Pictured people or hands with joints
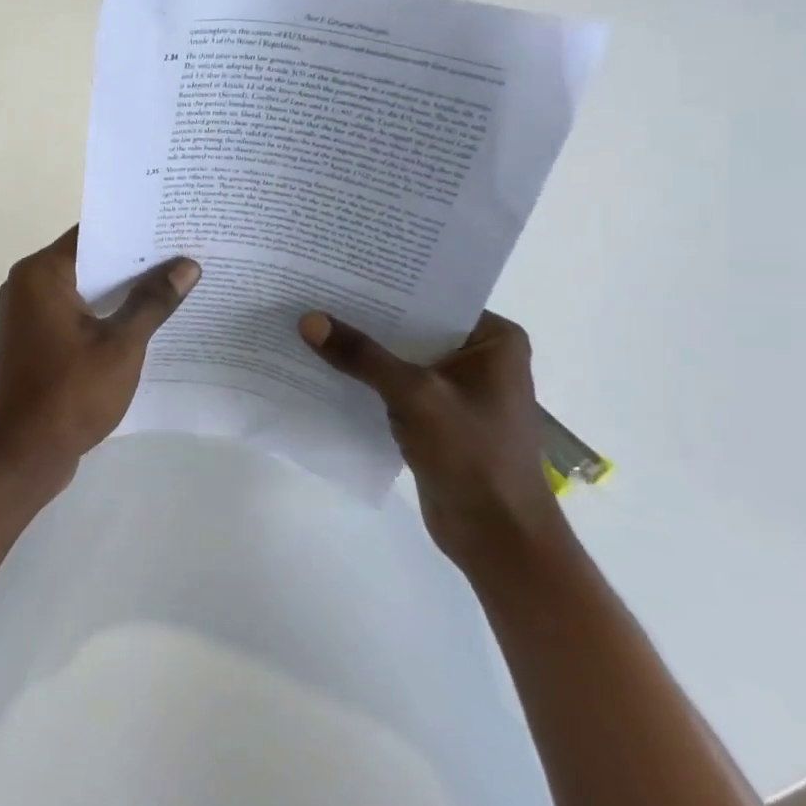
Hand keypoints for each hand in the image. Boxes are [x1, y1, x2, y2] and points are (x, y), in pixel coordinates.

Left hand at [0, 228, 198, 496]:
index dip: (135, 230)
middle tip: (185, 254)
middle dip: (134, 261)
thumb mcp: (121, 345)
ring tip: (174, 284)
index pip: (93, 234)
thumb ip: (152, 302)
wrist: (22, 456)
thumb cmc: (70, 393)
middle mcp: (27, 285)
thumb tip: (187, 265)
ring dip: (121, 291)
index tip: (175, 227)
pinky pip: (74, 314)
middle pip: (88, 260)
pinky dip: (103, 315)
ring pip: (83, 290)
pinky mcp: (34, 341)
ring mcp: (27, 315)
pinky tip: (143, 321)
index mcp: (41, 273)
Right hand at [299, 310, 564, 575]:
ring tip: (310, 324)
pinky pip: (394, 388)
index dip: (387, 284)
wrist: (497, 537)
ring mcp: (456, 390)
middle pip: (412, 327)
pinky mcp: (436, 419)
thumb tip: (308, 320)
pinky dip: (365, 381)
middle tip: (315, 291)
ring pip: (400, 358)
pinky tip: (324, 368)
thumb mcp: (414, 396)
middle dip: (367, 317)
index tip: (340, 268)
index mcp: (494, 340)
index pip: (433, 297)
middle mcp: (478, 358)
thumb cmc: (473, 455)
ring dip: (362, 351)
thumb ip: (361, 356)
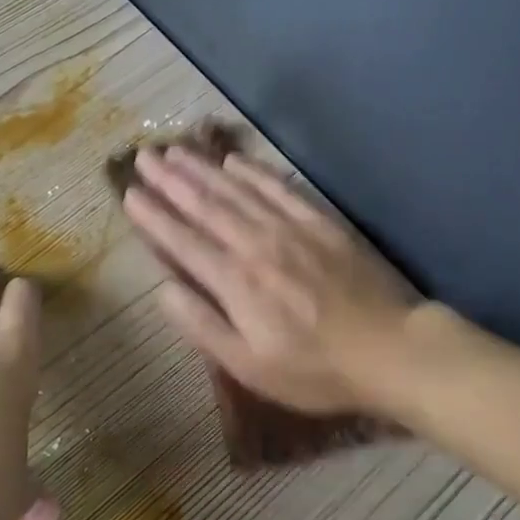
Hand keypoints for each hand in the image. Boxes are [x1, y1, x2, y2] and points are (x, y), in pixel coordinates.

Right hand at [122, 147, 419, 414]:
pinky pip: (279, 187)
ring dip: (203, 168)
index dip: (153, 216)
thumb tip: (163, 289)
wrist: (390, 351)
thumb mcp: (249, 365)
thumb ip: (202, 325)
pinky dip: (253, 171)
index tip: (130, 193)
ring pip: (236, 190)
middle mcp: (256, 244)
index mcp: (235, 282)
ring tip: (176, 150)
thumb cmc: (314, 369)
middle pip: (205, 204)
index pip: (183, 240)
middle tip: (144, 156)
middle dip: (170, 179)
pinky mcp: (320, 222)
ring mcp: (290, 228)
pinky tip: (234, 160)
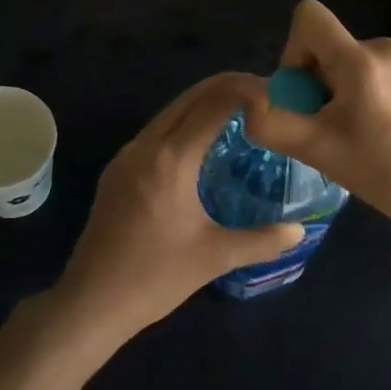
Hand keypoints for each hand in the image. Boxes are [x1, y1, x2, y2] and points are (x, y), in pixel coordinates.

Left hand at [49, 72, 305, 346]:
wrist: (90, 302)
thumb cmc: (155, 277)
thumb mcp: (215, 257)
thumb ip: (262, 240)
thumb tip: (300, 231)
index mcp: (170, 159)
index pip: (213, 104)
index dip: (245, 90)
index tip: (274, 91)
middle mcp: (145, 146)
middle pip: (189, 98)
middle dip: (226, 87)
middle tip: (262, 92)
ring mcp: (126, 156)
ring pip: (169, 113)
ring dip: (202, 103)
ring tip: (238, 111)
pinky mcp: (116, 171)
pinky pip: (156, 132)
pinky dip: (184, 123)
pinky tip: (201, 142)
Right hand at [242, 0, 390, 235]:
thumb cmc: (381, 173)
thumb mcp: (316, 151)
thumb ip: (271, 122)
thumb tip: (250, 100)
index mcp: (360, 60)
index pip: (308, 16)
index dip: (293, 51)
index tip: (305, 95)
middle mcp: (384, 46)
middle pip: (325, 43)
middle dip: (315, 80)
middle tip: (329, 125)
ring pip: (345, 58)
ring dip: (336, 88)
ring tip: (354, 130)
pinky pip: (368, 66)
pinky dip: (359, 90)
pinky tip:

**What to do:** All the lines above need to be repeated exactly, with no pictures carried over.

**Answer for this exercise:**
Hand keypoints for each hand in the image. Boxes are [x1, y1, x2, y2] and points are (x, y), in pixel coordinates.

Left hand at [0, 228, 198, 496]:
index dip: (135, 230)
middle tip: (185, 254)
middle dip: (134, 261)
thumb mcp: (121, 345)
ring tip: (174, 284)
index pip: (93, 234)
thumb ip: (152, 302)
wrist: (22, 456)
thumb cmc: (70, 393)
middle mcp: (27, 285)
thumb tip: (187, 265)
ring dip: (121, 291)
index tip: (175, 227)
pinky pip: (74, 314)
middle pip: (88, 260)
pinky dip: (103, 315)
ring pip: (83, 290)
pinky mcp: (34, 341)
ring mcp: (27, 315)
pinky tip: (143, 321)
index mcp: (41, 273)
Right hand at [299, 310, 564, 575]:
ring tip: (310, 324)
pinky pip: (394, 388)
index dip: (387, 284)
wrist: (497, 537)
ring mcp: (456, 390)
middle pip: (412, 327)
pinky mcp: (436, 419)
thumb tip: (308, 320)
pinky dip: (365, 381)
middle tip: (315, 291)
ring pip: (400, 358)
pinky tip: (324, 368)
thumb mcp: (414, 396)
middle dip: (367, 317)
index tip: (340, 268)
index mcp: (494, 340)
index pip: (433, 297)
middle mcp: (478, 358)
thumb cmc: (473, 455)
ring dip: (362, 351)
thumb ip: (361, 356)
Hand keypoints for each hand in the image. Boxes are [x1, y1, x2, y2] and points are (x, y), in pixel coordinates.

Right hand at [122, 147, 419, 414]:
pinky pip: (279, 187)
ring dip: (203, 168)
index dip: (153, 216)
thumb tip: (163, 289)
wrist: (390, 351)
thumb mcp: (249, 365)
thumb ip: (202, 325)
pinky dip: (253, 171)
index tip: (130, 193)
ring pip: (236, 190)
middle mcp: (256, 244)
index mcp: (235, 282)
ring tip: (176, 150)
thumb cmc: (314, 369)
middle pip: (205, 204)
index pip: (183, 240)
middle tip: (144, 156)
middle dip: (170, 179)
pinky mcp: (320, 222)
ring mcp: (290, 228)
pinky tip: (234, 160)
Hand keypoints for each hand in the image. Boxes are [x1, y1, x2, y2] and points are (x, y), in pixel coordinates.

Left hand at [49, 72, 305, 346]:
wrist: (90, 302)
thumb cmc: (155, 277)
thumb mcp: (215, 257)
thumb ip: (262, 240)
thumb tip: (300, 231)
index mcp: (170, 159)
index pip: (213, 104)
index dip: (245, 90)
index tip: (274, 91)
middle mcp: (145, 146)
middle pip: (189, 98)
middle dip: (226, 87)
middle tip: (262, 92)
ring mcp: (126, 156)
ring pip: (169, 113)
ring dip: (202, 103)
ring tip: (238, 111)
pinky mcp: (116, 171)
pinky pip: (156, 132)
pinky dip: (184, 123)
pinky tip: (201, 142)
Right hand at [242, 0, 390, 235]:
thumb cmc: (381, 173)
thumb mcp: (316, 151)
thumb ip: (271, 122)
thumb tip: (250, 100)
index mcp: (360, 60)
index pip: (308, 16)
index dip: (293, 51)
index tip: (305, 95)
middle mcp: (384, 46)
middle pip: (325, 43)
middle dip: (315, 80)
middle tip: (329, 125)
ring pip: (345, 58)
ring dip: (336, 88)
ring tip: (354, 130)
pinky pip: (368, 66)
pinky dip: (359, 90)
pinky tip:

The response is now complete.